También, anécdotas históricas señalan que el escritor Charles Baudelaire escribió ‘Las flores del mal’ inspirado en una historia sobre unas floristeras que a fuerza de trabajar con tela verde para hacer el follaje artificial padecían de tremendas enfermedades. Con los años y los procesos químicos el verde cambió de connotación y hoy en día lejos de encarnar lo prohibido y lo infeccioso es la esperanza y el compromiso con el planeta, un sentido casi completamente opuesto.

¿Por qué tanto recelo con el amarillo?


En muchos países pervive el viejo adagio que dice que ‘la que de amarillo se viste a su belleza se atiene’. Este claro mensaje recuerda cómo en el Siglo XVI el amarillo se puso de moda, pero como su fabricación estaba en manos judías, para quebrar su industria se popularizó la idea de que el amarillo era el color de las prostitutas. Así el amarillo siempre marcó lo abyecto, lo distinto , lo segregado.

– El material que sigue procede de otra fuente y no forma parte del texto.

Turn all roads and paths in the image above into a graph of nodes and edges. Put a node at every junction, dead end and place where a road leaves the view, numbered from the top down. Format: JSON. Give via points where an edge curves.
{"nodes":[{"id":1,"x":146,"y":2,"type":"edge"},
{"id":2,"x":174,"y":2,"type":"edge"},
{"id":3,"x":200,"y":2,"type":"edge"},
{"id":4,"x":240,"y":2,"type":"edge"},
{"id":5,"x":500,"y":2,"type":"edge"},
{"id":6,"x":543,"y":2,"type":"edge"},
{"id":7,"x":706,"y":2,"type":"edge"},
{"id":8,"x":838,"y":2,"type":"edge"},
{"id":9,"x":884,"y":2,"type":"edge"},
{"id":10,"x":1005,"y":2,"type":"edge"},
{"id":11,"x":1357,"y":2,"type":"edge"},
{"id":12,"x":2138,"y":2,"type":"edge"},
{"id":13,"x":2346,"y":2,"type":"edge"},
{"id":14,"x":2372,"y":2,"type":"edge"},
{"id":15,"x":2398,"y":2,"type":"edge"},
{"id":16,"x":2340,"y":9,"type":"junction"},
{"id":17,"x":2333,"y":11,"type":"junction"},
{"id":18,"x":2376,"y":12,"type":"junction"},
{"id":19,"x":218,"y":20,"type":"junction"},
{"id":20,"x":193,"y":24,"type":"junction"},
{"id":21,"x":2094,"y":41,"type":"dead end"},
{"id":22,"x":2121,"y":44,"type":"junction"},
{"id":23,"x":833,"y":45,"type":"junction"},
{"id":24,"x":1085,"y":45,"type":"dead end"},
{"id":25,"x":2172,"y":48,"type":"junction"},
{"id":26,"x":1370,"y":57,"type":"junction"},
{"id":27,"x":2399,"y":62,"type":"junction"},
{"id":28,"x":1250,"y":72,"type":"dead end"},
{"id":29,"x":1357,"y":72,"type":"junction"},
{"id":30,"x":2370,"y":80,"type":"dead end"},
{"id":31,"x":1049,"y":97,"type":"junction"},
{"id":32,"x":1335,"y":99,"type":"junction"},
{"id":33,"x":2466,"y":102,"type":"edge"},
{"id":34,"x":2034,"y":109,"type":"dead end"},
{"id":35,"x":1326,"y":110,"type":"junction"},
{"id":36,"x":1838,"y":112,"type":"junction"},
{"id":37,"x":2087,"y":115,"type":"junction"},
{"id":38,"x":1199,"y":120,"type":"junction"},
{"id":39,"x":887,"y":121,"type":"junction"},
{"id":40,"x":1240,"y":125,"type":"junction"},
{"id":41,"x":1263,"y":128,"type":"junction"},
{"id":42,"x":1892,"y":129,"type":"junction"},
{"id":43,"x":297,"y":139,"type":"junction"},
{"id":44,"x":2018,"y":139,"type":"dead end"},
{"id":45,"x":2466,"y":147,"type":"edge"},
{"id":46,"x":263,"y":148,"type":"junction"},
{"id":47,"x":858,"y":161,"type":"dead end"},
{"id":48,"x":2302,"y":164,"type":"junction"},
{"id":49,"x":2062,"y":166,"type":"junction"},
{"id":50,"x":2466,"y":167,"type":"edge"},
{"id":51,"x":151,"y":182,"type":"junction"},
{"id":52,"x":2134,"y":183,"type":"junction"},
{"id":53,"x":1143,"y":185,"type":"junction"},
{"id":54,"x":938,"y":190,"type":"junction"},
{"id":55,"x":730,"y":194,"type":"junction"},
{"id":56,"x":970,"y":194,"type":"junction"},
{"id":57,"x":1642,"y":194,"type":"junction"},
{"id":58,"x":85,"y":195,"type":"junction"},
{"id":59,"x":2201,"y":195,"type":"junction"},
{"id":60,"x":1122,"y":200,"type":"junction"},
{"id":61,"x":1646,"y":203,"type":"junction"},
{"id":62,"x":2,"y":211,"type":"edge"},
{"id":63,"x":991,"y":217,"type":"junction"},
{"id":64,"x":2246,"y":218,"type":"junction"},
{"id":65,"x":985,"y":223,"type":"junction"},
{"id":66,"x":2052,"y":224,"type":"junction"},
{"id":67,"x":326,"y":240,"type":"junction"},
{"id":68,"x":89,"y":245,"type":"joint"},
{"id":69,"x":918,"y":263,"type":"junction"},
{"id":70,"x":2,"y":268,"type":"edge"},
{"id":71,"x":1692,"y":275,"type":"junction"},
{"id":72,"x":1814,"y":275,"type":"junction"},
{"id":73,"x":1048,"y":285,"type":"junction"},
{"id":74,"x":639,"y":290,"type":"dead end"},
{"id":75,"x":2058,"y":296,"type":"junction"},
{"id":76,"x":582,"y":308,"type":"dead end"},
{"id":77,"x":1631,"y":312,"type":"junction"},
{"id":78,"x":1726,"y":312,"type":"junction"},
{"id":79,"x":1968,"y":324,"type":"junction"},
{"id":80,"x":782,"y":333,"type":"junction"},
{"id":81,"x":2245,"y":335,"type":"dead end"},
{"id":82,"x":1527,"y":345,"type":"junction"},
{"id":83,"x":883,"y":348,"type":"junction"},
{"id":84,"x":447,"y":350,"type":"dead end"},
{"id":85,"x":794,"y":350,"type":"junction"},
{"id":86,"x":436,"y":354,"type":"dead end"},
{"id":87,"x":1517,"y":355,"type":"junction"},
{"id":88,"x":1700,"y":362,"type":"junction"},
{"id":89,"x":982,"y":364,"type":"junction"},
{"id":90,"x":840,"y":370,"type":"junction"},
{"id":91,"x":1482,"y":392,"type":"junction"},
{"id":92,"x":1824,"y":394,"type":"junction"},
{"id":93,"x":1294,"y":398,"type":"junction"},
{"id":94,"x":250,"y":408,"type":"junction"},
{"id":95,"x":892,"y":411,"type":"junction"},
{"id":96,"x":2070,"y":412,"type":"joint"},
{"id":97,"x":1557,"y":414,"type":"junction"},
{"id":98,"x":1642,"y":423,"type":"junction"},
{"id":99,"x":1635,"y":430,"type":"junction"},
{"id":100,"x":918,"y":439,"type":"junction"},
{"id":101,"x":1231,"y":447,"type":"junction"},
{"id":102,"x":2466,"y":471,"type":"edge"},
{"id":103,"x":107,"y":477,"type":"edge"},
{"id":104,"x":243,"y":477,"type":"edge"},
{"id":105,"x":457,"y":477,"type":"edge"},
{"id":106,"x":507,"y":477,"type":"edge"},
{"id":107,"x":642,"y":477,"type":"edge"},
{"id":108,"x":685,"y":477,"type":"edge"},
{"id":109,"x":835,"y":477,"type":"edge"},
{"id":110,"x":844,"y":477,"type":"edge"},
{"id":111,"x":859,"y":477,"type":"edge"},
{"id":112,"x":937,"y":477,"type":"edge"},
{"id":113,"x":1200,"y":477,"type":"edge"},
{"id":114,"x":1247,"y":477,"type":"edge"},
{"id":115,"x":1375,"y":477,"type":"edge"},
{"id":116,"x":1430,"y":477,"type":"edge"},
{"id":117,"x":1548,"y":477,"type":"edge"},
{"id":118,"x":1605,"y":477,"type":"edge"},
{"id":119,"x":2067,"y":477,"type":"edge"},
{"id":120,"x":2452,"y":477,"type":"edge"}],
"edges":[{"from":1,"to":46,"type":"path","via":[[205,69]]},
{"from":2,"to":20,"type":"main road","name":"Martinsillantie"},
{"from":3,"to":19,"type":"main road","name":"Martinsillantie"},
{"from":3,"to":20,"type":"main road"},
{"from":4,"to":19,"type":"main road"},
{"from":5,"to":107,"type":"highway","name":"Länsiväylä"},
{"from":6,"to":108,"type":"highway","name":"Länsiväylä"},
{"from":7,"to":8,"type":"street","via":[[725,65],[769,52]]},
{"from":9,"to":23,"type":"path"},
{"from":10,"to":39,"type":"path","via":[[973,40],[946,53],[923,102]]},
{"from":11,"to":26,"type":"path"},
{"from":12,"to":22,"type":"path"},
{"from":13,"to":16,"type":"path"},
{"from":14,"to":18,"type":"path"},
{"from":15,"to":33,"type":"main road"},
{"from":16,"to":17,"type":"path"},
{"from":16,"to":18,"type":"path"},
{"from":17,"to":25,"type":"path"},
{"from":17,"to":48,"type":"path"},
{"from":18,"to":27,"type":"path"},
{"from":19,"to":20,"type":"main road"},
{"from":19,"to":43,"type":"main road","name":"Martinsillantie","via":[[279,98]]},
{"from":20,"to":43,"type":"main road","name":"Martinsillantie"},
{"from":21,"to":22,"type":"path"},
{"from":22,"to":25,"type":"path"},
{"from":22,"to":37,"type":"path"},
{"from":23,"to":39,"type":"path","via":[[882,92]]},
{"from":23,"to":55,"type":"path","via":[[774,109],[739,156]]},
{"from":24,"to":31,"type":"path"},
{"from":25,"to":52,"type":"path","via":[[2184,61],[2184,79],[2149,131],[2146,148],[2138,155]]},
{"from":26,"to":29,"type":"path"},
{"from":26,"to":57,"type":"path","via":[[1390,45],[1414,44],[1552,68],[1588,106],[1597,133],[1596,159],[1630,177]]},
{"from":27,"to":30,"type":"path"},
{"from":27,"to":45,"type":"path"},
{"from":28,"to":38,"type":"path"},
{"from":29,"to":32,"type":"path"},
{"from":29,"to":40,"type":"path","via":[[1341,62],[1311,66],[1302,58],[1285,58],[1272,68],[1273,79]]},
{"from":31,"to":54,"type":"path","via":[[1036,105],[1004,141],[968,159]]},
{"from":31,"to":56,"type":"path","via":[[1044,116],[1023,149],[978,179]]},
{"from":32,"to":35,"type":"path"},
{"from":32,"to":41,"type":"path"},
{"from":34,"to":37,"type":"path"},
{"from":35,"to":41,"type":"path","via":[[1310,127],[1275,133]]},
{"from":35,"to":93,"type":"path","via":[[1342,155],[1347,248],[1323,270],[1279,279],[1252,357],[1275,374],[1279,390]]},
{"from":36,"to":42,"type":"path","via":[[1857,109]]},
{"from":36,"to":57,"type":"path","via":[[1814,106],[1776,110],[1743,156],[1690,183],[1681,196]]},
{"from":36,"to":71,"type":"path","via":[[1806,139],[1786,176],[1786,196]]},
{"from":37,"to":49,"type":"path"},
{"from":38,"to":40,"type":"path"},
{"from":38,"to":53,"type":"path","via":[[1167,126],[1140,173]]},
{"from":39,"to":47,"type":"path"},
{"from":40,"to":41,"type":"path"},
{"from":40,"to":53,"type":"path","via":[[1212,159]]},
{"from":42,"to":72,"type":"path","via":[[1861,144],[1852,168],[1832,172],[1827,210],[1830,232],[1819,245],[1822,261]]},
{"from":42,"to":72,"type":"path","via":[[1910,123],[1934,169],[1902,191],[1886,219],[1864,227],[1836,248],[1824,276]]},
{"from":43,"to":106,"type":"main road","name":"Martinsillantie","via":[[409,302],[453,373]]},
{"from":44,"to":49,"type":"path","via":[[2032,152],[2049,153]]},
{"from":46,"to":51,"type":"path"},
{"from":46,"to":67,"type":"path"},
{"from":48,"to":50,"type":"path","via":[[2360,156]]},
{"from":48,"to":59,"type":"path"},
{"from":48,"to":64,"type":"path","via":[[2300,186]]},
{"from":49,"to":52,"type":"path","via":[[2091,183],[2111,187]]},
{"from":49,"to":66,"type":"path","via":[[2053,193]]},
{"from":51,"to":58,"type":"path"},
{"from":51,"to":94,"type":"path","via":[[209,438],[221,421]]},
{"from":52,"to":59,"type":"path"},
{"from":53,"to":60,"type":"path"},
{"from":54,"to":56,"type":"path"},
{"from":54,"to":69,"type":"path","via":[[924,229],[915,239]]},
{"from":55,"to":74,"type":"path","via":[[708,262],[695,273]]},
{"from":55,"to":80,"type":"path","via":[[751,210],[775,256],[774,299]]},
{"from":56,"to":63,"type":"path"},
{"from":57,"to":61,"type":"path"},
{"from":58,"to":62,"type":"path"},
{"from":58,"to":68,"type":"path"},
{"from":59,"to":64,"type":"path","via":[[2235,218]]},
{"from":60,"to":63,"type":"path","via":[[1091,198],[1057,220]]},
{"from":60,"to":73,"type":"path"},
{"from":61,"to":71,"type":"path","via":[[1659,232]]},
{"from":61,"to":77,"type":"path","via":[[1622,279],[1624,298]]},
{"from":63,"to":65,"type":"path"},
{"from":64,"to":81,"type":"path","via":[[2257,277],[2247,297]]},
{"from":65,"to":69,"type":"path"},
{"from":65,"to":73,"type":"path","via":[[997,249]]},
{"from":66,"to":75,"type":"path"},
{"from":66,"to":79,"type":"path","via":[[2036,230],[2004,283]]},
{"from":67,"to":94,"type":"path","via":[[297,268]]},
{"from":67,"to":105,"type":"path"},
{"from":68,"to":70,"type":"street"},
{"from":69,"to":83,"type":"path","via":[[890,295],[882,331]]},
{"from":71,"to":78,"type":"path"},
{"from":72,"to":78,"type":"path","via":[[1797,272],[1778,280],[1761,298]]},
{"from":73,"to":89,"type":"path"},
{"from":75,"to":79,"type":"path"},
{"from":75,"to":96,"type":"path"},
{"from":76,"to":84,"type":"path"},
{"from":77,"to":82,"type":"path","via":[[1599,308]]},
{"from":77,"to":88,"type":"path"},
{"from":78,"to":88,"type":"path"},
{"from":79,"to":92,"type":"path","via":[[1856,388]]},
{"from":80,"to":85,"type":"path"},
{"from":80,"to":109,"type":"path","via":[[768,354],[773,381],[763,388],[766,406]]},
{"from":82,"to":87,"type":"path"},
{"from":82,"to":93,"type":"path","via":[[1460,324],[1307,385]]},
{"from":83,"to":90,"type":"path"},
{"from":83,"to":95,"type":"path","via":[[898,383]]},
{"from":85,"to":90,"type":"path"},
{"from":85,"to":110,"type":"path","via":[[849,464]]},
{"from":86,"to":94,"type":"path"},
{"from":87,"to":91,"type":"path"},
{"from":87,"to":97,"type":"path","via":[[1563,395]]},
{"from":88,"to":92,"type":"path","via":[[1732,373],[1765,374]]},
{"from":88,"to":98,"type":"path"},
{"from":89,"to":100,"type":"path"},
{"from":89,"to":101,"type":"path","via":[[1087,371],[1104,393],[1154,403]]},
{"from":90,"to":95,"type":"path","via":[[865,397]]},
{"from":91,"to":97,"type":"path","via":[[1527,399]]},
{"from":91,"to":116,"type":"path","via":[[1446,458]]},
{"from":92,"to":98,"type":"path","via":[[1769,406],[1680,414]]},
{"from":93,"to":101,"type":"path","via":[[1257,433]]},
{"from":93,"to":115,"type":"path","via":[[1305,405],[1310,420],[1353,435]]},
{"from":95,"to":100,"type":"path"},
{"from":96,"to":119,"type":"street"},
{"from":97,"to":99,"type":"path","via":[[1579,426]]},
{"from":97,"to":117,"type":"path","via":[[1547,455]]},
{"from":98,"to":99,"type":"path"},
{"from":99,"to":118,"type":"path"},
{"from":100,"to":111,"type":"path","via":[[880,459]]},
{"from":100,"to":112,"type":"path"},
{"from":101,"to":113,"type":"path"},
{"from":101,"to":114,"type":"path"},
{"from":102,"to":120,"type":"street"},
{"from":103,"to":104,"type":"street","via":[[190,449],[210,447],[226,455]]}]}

Judas aparece vestido de amarillo en los cuadros, representando esa negación que recae sobre él. Amarillas eran también las estrellas que debían portar los judíos durante la Segunda Guerra Mundial. Por el contrario y como comprobación de que los colores no se entienden de la misma manera en todos los lugares, el amarillo era en Oriente sinónimo de esplendor, luz y grandeza.

El costoso púrpura


El púrpura fue el color de los reyes y aún mantiene su cercanía con la realeza. Como era tan costosa su extracción, que provenía de un molusco que solo se encontraba en aguas profundísimas y que se dice que se extinguió, solo los reyes podían permitirse ropajes de este color, eso lo hizo ser relacionado históricamente con lo distinguido, lo lejano, lo inalcanzable, incluso lo divino.

Y el negro…


El negro ha significado luto (control moral), negación y austeridad. Los protestantes holandeses lo usaron como una demostración de que nos les interesaba la vanidad y la exuberancia con la que relacionaban al pueblo cristiano francés.Inspirados en la corte española, los holandeses usaron este tono como uniforme de una austera y trabajadora clase burguesa.

Haciendo un salto histórico, el negro en la Segunda Guerra Mundial se convirtió en el color de los uniformes de las fábricas, el que escondía el mugre y la miseria, de ahí que la servidumbre y sus uniformes siempre se identificaran con este color. Por eso, justamente, fue tan importante la revolución que hizo Chanel a principios del Siglo XX al elegir el ‘pequeño vestido negro’ como un emblema de la moda, porque le sacudió a este color el luto, la pobreza y lo volvió sinónimo de elegancia.